Lauren: We have some bonus linguistics advice questions that we answer in this episode as well. For this and over 100 other bonus episodes, go to patreon.com/lingthusiasm.
[Music]
Gretchen: Lauren, what is linguistic data? I’m speaking a language right now. Does that mean I’m linguistic data right now?
Lauren: Absolutely. In fact, we have used recordings of this show with Bethany Gardner to make vowel plots of the two of us. Extremely yes.
Gretchen: That is true. Maybe this episode someday will be part of another analysis. This is one of the things that I find so exciting about linguistics. There’s always language to analyse. There’s language going on right inside my head that I could analyse at any time.
Lauren: Indeed. Even with a recording of a conversation, there’re so many different things that you could do with the same single recording. You could look at (as we’ve done) the way both of us pronounce different words. You could also look at the choices of words that we make, or the way our sentences are structured, or the way we do back and forth. Language is so many different things, and linguistic data can be so many different things as well.

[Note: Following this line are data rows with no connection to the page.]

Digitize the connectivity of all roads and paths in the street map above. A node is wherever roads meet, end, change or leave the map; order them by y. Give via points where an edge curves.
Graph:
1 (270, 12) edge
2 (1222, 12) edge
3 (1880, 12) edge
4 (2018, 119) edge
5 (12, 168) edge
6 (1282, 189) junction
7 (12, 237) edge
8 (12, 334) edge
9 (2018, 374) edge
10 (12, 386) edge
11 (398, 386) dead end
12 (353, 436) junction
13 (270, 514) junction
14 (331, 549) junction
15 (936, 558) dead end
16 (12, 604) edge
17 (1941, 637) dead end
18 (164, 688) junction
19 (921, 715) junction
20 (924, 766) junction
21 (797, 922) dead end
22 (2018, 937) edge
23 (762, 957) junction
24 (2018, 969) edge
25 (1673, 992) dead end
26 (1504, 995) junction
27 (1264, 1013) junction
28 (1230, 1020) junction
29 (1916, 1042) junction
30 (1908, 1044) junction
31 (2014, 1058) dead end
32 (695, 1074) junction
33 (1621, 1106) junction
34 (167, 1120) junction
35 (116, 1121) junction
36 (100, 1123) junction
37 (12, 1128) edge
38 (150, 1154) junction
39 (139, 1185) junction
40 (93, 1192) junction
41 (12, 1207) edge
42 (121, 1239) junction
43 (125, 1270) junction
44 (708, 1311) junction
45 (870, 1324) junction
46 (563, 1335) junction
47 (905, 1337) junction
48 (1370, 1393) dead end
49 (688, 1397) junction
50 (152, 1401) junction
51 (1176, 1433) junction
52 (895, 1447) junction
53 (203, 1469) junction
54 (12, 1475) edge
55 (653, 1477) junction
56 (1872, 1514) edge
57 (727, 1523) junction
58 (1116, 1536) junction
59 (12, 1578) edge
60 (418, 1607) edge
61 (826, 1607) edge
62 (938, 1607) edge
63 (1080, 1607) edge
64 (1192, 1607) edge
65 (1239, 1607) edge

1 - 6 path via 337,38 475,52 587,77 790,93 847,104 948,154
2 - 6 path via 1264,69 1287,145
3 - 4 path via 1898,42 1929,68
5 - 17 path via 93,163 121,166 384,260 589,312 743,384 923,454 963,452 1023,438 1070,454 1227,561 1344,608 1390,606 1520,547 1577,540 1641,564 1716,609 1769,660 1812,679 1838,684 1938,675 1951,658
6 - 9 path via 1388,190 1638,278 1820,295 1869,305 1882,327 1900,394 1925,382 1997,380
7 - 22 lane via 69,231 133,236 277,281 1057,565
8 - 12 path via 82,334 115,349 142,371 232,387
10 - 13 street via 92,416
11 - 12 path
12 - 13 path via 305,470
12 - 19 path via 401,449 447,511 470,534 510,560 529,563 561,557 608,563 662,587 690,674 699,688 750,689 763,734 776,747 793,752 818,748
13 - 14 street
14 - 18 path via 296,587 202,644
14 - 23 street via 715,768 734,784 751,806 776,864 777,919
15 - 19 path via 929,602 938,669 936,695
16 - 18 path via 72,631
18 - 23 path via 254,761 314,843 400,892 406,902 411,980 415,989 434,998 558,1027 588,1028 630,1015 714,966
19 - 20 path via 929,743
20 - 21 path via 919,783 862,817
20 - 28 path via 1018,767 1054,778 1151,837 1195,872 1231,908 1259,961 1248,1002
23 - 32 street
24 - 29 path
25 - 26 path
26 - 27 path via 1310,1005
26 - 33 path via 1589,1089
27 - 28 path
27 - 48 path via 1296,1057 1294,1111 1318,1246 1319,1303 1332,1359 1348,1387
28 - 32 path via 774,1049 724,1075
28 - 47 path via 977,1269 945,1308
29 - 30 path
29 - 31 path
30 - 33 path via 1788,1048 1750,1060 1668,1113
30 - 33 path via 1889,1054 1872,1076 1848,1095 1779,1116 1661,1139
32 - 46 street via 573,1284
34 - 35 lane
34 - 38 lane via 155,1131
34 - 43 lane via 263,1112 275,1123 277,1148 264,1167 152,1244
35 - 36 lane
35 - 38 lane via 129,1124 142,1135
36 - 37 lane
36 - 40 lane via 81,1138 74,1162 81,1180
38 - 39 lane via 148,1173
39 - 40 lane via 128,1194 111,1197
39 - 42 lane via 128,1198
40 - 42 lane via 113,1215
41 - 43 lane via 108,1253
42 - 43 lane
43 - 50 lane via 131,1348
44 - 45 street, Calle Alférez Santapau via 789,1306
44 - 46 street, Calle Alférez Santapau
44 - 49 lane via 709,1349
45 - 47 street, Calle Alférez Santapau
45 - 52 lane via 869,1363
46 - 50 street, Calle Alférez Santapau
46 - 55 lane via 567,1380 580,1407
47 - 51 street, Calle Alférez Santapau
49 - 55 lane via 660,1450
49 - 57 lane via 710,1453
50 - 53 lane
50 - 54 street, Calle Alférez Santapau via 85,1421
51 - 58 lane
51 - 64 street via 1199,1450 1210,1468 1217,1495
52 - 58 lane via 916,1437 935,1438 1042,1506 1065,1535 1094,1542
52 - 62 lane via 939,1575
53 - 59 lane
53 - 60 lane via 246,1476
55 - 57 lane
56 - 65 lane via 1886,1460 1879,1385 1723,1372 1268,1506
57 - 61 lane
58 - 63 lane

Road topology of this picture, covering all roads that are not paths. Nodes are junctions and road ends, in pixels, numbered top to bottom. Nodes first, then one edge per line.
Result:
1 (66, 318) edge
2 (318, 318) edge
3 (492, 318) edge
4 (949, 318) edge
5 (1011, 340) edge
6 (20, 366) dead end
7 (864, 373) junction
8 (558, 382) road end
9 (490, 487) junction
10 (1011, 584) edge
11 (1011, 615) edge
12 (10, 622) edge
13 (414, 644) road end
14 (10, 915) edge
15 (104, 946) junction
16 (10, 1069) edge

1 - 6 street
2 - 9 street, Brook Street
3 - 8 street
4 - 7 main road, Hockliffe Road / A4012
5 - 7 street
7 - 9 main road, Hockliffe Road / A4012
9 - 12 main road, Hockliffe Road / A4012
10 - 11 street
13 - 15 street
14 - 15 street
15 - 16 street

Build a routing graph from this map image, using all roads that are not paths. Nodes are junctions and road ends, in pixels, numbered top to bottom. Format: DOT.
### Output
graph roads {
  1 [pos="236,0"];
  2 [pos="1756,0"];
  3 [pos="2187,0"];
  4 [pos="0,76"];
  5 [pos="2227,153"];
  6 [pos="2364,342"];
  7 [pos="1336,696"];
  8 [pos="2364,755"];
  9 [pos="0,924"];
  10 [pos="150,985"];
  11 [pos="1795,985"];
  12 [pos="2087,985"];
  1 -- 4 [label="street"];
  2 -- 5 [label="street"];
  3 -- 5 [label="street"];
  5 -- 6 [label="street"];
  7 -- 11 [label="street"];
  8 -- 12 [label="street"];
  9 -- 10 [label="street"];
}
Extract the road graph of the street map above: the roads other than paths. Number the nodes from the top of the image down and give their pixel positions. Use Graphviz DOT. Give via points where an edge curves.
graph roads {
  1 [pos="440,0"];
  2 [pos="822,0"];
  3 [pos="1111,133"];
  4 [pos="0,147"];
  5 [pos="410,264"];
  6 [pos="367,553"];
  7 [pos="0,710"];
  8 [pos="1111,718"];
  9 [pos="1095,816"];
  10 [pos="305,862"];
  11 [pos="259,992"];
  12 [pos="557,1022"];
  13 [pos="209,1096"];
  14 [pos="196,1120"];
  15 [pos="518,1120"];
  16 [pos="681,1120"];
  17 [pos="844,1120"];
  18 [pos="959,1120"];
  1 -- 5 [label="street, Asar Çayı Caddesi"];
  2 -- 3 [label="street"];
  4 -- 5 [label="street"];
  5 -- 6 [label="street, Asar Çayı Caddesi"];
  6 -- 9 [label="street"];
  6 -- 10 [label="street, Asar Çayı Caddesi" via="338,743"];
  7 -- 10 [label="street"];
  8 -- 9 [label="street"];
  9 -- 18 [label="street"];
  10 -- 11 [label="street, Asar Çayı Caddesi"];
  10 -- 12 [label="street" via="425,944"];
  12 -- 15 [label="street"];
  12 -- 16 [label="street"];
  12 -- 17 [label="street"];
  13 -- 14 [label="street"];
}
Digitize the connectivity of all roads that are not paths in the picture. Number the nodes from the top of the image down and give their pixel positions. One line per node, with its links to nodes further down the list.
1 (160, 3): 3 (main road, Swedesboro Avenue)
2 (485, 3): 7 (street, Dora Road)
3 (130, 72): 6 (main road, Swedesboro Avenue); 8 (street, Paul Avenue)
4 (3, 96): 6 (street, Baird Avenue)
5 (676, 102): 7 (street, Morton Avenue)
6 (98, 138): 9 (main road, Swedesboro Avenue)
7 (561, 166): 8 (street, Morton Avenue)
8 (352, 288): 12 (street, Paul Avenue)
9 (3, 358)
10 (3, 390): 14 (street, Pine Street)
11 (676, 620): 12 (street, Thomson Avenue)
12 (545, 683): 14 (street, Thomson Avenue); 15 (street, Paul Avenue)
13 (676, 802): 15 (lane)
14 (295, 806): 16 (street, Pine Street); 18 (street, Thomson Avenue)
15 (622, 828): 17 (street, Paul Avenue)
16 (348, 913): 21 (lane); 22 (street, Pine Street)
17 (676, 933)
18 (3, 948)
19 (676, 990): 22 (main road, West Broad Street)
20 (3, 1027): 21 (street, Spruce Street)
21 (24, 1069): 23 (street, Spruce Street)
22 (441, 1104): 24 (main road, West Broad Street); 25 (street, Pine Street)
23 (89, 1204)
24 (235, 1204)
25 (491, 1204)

Gretchen: One of the reasons I love linguistics is because of this wide-ranging approach to data. Linguistics really is a science. You can do linguistic experiments and get that kind of experimental scientific data. Linguistics is also a humanity in that you can do this kind of detailed textural analysis or very detailed analysis on one particular piece of a story or a conversation and analyse that one thing in its own terms. All of these fall within linguistics. They’re all different ways of relating to language and to linguistic data.
Lauren: It could be signed language or spoken language. You could look at written language. You could look at those things across time for a single person or a single group. You could look across different people right now. You can do experiments or you can observe naturalistic data.
Gretchen: One of the things that we want out of linguistics as an academic discipline, as a scientific discipline, is the idea that its data is replicable. Sometimes, that can be replicable in the scientific sense. If you’ve got a hundred Australian English speakers, and you have them read a list of words, and then you extract their vowels, and you analyse the vowels, the idea is that you could get a different group of another hundred Australian English speakers to read the same word list, and you should get the same results. Or if you get a different set of results, there should be some sort of reason why this group is different from that group. Maybe 50 years later the vowels have shifted because you’re doing these at different times.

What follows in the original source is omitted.